----- Data shown -----

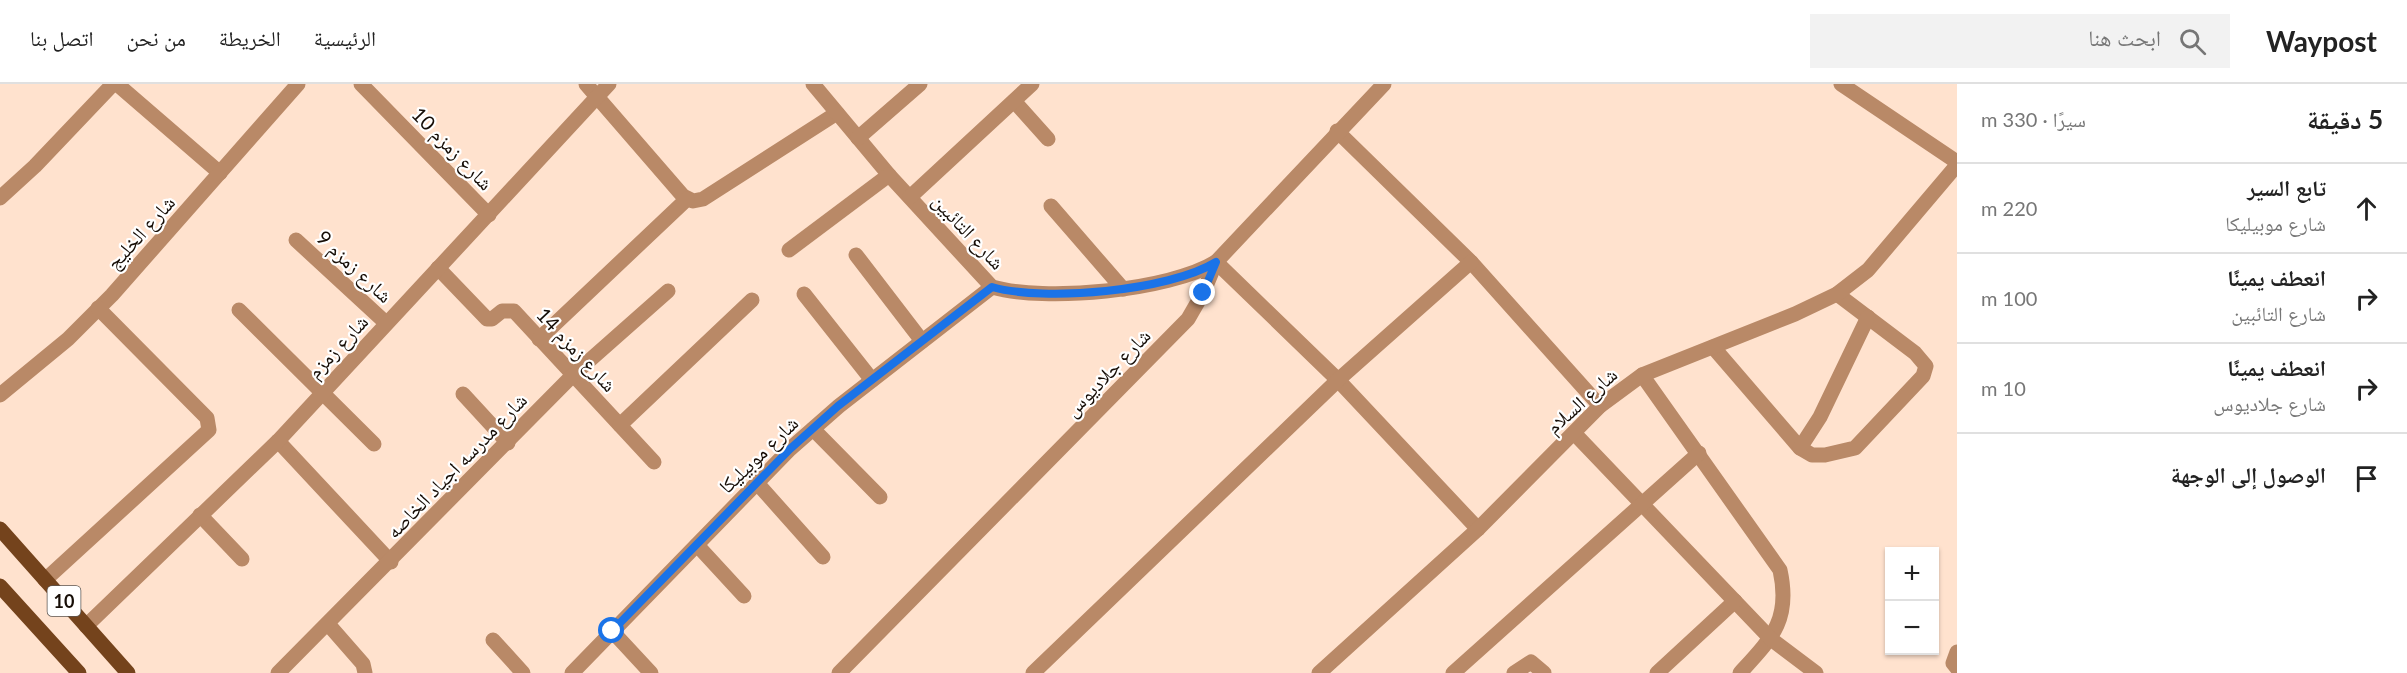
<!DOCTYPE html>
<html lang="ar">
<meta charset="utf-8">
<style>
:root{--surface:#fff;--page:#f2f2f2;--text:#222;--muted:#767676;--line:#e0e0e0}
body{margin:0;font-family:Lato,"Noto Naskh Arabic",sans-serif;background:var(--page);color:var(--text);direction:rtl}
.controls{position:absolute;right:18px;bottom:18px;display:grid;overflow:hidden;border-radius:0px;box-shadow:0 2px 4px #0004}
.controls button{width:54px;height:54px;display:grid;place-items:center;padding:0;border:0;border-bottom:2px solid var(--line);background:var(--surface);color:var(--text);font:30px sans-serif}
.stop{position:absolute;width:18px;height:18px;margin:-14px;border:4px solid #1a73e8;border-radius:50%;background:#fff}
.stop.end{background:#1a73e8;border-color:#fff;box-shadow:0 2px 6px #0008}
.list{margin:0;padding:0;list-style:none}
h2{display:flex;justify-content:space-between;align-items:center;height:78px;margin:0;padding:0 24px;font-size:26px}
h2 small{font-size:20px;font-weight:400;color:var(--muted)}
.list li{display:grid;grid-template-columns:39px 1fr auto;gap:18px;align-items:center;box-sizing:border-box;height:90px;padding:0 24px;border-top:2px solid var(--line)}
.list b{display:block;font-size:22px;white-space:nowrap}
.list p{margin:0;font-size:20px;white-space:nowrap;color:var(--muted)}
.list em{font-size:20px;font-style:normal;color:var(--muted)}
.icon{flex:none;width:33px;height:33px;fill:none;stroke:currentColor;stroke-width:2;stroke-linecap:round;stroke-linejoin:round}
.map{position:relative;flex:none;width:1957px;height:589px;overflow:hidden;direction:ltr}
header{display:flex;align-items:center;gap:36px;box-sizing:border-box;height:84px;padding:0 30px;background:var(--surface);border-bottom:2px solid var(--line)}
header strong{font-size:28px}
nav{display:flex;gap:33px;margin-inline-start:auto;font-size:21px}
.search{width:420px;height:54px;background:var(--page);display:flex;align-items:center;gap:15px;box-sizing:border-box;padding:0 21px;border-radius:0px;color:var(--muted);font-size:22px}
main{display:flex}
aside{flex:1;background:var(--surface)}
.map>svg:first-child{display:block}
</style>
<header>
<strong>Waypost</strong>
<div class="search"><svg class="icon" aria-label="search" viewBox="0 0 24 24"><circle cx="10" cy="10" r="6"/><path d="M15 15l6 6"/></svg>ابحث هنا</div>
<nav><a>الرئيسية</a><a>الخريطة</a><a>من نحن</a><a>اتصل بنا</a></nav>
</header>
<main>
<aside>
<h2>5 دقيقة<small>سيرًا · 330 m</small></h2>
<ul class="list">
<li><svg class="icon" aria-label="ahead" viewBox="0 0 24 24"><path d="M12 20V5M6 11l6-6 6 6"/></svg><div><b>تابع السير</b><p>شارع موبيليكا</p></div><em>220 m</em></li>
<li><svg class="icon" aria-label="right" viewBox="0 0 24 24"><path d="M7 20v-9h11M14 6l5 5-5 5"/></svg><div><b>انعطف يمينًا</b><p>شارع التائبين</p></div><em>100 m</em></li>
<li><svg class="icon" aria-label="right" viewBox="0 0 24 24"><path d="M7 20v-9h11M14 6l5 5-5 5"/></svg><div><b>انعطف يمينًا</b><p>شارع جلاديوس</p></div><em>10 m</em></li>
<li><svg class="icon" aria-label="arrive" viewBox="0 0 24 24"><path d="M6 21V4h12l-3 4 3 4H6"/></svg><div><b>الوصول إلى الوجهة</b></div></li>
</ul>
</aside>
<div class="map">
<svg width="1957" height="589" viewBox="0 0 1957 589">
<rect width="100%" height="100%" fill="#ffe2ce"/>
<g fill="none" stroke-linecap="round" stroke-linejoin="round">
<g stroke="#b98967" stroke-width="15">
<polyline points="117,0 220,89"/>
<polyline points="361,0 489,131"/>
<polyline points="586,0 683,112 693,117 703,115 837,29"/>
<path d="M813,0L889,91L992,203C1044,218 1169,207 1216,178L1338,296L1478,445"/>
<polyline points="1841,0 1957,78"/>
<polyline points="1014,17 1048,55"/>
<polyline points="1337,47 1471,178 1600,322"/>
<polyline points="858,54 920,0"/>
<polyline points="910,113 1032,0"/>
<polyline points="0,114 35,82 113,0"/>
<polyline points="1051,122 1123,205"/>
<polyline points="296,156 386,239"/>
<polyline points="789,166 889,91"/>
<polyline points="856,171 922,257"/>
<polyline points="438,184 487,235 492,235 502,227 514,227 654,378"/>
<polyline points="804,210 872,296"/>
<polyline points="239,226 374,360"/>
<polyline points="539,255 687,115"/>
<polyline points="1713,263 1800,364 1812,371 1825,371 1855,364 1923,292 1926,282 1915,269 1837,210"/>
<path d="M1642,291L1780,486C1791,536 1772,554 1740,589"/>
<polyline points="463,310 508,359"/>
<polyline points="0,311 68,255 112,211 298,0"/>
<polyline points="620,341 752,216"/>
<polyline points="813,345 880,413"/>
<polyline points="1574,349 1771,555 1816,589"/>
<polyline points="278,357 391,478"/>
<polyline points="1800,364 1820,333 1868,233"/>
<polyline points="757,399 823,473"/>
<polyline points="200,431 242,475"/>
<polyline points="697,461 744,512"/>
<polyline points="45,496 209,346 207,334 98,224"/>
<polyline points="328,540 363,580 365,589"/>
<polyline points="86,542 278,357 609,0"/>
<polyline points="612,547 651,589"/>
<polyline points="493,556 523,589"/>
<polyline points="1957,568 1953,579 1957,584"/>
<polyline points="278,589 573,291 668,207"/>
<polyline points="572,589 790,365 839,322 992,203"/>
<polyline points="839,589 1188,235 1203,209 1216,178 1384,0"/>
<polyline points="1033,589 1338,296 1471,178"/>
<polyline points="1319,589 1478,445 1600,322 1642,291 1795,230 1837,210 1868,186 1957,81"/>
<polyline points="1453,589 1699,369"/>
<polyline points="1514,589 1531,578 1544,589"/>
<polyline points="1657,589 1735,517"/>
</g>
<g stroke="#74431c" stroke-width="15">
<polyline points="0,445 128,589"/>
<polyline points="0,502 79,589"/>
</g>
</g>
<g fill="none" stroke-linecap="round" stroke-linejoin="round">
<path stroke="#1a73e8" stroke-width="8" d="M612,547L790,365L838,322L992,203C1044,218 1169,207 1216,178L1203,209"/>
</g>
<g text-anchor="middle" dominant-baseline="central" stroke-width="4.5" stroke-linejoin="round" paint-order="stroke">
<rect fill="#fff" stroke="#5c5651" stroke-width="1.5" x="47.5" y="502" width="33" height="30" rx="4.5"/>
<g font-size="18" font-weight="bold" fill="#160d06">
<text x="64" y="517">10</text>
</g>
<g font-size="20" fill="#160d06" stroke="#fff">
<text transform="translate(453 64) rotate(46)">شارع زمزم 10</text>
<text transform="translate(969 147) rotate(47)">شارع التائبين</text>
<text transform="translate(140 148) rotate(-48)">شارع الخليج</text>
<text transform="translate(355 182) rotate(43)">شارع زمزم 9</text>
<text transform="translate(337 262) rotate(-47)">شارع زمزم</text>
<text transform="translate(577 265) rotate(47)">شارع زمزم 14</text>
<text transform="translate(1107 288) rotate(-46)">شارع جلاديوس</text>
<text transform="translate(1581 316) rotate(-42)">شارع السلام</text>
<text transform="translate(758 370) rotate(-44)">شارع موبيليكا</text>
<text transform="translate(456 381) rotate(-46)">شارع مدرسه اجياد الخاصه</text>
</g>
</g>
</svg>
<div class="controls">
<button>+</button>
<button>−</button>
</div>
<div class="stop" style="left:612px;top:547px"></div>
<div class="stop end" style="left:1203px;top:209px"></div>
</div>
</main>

-----
----- Data shown -----

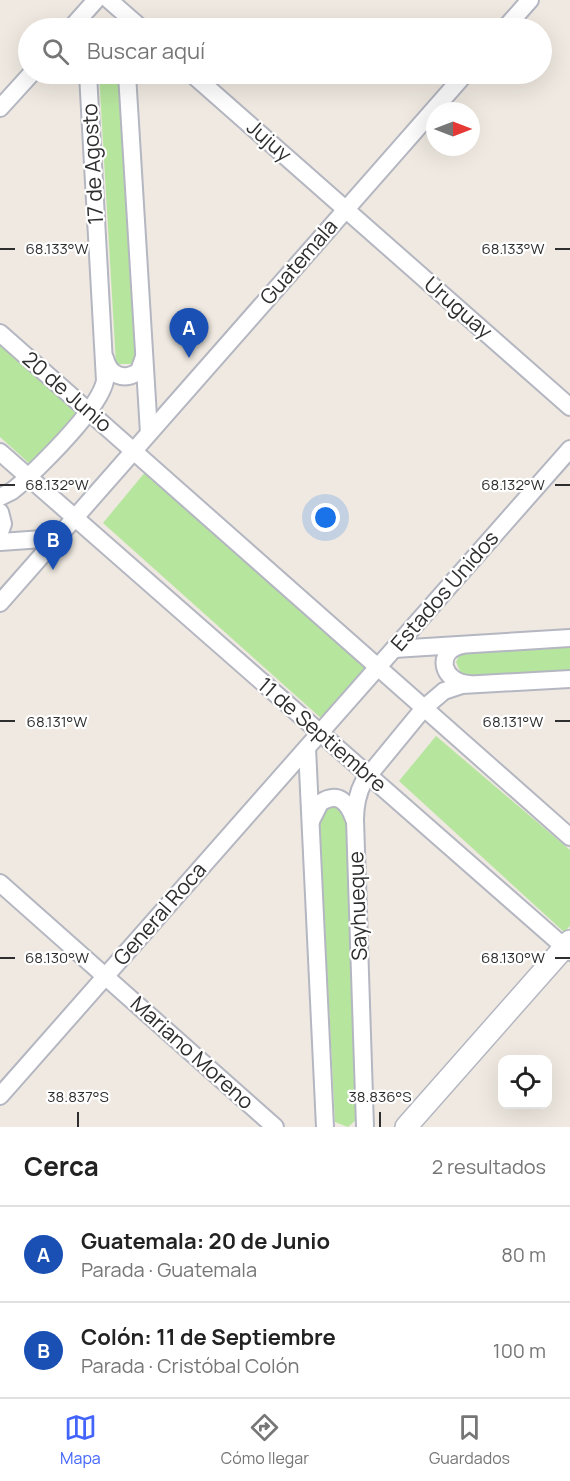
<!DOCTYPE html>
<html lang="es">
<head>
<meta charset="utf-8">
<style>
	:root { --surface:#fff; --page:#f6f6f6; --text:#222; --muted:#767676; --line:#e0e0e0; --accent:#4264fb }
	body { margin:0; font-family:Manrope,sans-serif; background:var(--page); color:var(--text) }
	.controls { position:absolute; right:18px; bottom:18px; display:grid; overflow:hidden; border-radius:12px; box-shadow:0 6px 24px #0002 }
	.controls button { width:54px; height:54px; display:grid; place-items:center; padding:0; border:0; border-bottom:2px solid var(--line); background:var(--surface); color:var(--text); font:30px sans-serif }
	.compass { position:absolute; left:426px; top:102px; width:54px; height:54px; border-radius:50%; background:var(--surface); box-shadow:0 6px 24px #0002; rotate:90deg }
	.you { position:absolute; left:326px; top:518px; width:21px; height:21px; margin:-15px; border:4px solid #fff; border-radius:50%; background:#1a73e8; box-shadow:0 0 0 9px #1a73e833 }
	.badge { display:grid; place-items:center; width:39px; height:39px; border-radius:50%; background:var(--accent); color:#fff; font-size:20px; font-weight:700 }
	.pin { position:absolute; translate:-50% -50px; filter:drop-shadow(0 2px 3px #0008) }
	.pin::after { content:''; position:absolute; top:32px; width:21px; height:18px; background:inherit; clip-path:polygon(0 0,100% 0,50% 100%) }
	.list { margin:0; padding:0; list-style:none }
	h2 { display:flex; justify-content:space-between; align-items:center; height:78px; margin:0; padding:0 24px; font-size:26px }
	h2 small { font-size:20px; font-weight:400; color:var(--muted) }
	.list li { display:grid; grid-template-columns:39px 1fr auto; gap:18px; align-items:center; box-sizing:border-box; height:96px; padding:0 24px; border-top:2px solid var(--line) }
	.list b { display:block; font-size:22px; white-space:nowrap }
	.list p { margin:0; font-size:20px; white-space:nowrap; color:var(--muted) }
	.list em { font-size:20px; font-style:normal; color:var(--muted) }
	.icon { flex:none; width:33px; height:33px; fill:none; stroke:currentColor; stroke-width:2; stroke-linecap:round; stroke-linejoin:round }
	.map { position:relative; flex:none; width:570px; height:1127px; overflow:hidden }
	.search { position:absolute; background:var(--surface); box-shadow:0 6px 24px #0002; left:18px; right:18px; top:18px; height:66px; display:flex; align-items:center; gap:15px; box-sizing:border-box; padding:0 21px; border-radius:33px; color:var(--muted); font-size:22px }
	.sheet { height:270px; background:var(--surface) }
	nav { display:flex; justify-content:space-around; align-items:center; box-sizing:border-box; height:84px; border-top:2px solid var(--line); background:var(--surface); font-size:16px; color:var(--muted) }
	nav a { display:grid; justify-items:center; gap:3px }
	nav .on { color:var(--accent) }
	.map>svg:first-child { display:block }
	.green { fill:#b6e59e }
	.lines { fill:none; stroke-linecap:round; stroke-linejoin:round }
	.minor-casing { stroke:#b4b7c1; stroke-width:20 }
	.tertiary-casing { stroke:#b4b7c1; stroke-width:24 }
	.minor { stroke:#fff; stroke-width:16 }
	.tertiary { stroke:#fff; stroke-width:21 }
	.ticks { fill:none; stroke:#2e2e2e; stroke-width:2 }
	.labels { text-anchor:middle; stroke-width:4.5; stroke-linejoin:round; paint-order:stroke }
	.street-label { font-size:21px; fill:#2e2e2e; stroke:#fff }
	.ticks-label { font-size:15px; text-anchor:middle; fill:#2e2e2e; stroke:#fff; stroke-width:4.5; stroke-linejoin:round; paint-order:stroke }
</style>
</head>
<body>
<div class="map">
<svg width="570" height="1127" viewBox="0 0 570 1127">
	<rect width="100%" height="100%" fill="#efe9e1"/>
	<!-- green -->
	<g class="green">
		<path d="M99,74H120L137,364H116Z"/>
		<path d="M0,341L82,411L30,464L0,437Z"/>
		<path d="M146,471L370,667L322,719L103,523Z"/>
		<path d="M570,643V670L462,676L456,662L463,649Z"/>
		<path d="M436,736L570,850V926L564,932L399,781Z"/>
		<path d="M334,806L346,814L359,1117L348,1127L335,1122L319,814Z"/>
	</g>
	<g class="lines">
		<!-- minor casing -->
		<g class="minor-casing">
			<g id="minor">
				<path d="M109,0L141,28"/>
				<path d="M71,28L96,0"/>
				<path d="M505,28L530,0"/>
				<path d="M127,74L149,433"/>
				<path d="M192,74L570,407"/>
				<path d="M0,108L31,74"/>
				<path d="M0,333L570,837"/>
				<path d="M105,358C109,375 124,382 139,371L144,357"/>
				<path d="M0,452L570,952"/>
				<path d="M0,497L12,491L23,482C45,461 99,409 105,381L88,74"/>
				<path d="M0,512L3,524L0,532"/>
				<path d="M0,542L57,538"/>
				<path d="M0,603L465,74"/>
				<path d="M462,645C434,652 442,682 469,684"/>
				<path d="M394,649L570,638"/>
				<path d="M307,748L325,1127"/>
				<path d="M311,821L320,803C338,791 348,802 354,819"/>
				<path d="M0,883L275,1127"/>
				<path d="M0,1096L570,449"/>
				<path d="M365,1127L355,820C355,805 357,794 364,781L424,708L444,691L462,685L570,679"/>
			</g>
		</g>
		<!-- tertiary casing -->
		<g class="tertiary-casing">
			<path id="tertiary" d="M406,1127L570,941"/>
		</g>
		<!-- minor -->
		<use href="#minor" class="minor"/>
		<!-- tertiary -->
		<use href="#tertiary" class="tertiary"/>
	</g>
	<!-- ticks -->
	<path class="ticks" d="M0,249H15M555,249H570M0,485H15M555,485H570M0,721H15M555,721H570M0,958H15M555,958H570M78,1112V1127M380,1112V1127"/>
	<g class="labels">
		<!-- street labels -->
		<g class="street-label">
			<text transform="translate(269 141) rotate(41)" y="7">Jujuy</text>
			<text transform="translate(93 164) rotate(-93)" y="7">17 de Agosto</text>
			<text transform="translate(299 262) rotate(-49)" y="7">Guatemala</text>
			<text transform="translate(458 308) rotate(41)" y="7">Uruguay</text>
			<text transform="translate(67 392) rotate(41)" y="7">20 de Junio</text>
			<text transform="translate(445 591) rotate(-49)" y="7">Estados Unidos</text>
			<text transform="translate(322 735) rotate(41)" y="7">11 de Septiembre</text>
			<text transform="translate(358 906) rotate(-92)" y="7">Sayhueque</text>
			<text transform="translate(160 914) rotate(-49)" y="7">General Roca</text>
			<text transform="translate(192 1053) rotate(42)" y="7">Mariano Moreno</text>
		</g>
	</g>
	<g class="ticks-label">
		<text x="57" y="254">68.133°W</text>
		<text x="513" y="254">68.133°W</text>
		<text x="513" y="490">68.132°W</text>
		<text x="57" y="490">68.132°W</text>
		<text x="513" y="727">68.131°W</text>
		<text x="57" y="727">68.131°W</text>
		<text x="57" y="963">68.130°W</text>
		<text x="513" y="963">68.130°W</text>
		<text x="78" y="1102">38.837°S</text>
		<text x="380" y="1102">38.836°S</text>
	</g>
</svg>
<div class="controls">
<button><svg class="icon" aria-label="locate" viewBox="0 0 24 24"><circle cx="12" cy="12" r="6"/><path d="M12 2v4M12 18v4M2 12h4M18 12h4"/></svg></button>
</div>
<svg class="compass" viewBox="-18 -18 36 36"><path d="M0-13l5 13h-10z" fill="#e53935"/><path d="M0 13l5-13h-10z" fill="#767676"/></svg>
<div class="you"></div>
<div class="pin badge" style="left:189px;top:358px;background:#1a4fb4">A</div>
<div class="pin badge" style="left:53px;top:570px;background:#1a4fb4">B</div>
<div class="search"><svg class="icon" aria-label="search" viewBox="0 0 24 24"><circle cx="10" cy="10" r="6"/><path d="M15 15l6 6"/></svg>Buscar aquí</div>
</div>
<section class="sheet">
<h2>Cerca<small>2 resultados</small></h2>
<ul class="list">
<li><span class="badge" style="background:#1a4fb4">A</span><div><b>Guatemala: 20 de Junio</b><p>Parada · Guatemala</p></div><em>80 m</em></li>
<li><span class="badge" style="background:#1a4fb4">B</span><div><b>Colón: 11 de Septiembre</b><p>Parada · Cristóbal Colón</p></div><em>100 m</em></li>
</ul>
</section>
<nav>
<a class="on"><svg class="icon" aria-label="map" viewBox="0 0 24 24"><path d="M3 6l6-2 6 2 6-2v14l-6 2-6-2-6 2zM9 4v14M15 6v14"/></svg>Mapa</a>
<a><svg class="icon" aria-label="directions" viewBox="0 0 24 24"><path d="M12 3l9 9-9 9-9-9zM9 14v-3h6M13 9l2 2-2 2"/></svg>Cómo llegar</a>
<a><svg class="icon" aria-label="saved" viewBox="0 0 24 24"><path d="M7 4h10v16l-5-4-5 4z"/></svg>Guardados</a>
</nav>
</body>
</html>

-----

- Your objective: Look through the entries above, find each line containing "lines", and copy it.

- Result:
	.lines { fill:none; stroke-linecap:round; stroke-linejoin:round }
	<g class="lines">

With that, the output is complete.